## Instructions to follow:
Print every entry exactly as written.

(Data records)
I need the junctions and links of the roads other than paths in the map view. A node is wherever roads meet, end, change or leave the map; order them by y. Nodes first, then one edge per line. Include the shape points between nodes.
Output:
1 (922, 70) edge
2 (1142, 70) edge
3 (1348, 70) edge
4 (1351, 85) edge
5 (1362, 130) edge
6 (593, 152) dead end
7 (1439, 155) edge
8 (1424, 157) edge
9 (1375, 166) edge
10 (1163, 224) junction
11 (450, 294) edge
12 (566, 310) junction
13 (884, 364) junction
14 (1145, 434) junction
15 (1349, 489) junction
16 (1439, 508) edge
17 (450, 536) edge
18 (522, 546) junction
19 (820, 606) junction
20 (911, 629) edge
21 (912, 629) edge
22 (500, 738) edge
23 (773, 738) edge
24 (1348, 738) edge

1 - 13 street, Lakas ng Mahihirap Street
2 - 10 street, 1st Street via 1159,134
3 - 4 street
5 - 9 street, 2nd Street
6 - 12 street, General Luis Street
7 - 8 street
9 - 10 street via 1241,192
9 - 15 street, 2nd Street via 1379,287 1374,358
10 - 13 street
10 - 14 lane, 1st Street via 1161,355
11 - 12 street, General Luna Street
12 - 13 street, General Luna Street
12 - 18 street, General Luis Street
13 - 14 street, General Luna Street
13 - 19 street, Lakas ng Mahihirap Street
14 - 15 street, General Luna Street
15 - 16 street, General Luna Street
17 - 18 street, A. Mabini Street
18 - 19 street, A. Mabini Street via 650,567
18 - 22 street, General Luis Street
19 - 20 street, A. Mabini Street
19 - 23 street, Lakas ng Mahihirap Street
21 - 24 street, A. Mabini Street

## Exercise response:
I need the junctions and links of the roads other than paths in the map view. A node is wherever roads meet, end, change or leave the map; order them by y. Nodes first, then one edge per line. Include the shape points between nodes.
Output:
1 (922, 70) edge
2 (1142, 70) edge
3 (1348, 70) edge
4 (1351, 85) edge
5 (1362, 130) edge
6 (593, 152) dead end
7 (1439, 155) edge
8 (1424, 157) edge
9 (1375, 166) edge
10 (1163, 224) junction
11 (450, 294) edge
12 (566, 310) junction
13 (884, 364) junction
14 (1145, 434) junction
15 (1349, 489) junction
16 (1439, 508) edge
17 (450, 536) edge
18 (522, 546) junction
19 (820, 606) junction
20 (911, 629) edge
21 (912, 629) edge
22 (500, 738) edge
23 (773, 738) edge
24 (1348, 738) edge

1 - 13 street, Lakas ng Mahihirap Street
2 - 10 street, 1st Street via 1159,134
3 - 4 street
5 - 9 street, 2nd Street
6 - 12 street, General Luis Street
7 - 8 street
9 - 10 street via 1241,192
9 - 15 street, 2nd Street via 1379,287 1374,358
10 - 13 street
10 - 14 lane, 1st Street via 1161,355
11 - 12 street, General Luna Street
12 - 13 street, General Luna Street
12 - 18 street, General Luis Street
13 - 14 street, General Luna Street
13 - 19 street, Lakas ng Mahihirap Street
14 - 15 street, General Luna Street
15 - 16 street, General Luna Street
17 - 18 street, A. Mabini Street
18 - 19 street, A. Mabini Street via 650,567
18 - 22 street, General Luis Street
19 - 20 street, A. Mabini Street
19 - 23 street, Lakas ng Mahihirap Street
21 - 24 street, A. Mabini Street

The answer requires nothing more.